Brenne French Single Malt Whisky Estate Cask (France)

France is known primarily for its Champagne, Cognac, and vodka. The country is most definitely not known for its whisky. But that might soon change if they keep churning out offerings like Brenne French Single Malt Whisky Estate Cask. This unique whisky is the first to ever be aged in French Limousin oak and cognac casks. The process gives the whisky a creamy, sweet flavor with hints of fruit and caramel that shouldn’t be missed.

Dunedin DoubleWood 16 Year Old (New Zealand)

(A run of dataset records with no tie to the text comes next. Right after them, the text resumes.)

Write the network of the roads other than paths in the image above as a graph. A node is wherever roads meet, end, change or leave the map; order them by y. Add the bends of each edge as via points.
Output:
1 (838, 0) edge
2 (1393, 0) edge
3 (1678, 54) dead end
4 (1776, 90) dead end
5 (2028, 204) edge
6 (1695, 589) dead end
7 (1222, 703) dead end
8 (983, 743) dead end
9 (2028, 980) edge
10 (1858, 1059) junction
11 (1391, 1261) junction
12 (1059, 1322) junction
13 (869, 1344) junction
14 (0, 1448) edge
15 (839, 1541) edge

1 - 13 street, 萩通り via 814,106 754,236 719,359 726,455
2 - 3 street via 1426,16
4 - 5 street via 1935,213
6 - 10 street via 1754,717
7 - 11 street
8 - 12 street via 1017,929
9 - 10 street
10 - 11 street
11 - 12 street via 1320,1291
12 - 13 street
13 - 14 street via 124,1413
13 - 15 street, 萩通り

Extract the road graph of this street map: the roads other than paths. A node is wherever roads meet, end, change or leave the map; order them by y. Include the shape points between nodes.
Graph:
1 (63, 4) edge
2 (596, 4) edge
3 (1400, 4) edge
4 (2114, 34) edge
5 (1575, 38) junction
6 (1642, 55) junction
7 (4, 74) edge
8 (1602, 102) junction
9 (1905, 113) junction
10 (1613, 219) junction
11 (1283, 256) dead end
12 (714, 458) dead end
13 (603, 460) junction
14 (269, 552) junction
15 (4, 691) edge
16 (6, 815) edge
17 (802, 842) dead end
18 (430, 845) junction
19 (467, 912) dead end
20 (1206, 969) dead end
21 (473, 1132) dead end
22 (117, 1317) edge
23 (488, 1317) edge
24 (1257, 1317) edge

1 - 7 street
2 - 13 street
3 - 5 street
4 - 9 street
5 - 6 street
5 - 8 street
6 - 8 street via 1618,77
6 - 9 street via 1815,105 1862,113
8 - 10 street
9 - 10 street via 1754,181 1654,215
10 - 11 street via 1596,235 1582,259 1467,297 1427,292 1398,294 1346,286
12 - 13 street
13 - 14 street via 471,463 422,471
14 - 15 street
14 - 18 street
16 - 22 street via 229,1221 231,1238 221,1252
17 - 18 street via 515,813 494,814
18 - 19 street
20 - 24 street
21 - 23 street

This whisky takes a long rest before ending up in your bottle. A blend of 70 percent single malt and 30 percent grain whisky, DoubleWood’s base is un-malted barley. It’s first aged for 6 years in ex-bourbon barrels. That’s a long time. But, instead of bottling it at this point, the folks at Willowbank Distillery mature it for another 10 years in French oak NZ wine barrels. The result is a whisky with a rich, smooth flavor that has hints of caramel and dried fruits with a subtle spice.

Box American Oak (Sweden)

If you like peated, smoky whiskeys, but you want to try something not from Scotland (Islay specifically) a good option is located in Sweden. It might seem surprising, but the home country of Bill Skarsgård is also the birthplace of Box American Oak. This peated whisky is matured for 4 or more years in ex-bourbon casks before spending another 8 months in virgin American oak barrels. It’s smoky, spicy, smooth, and a treat to find in your glass.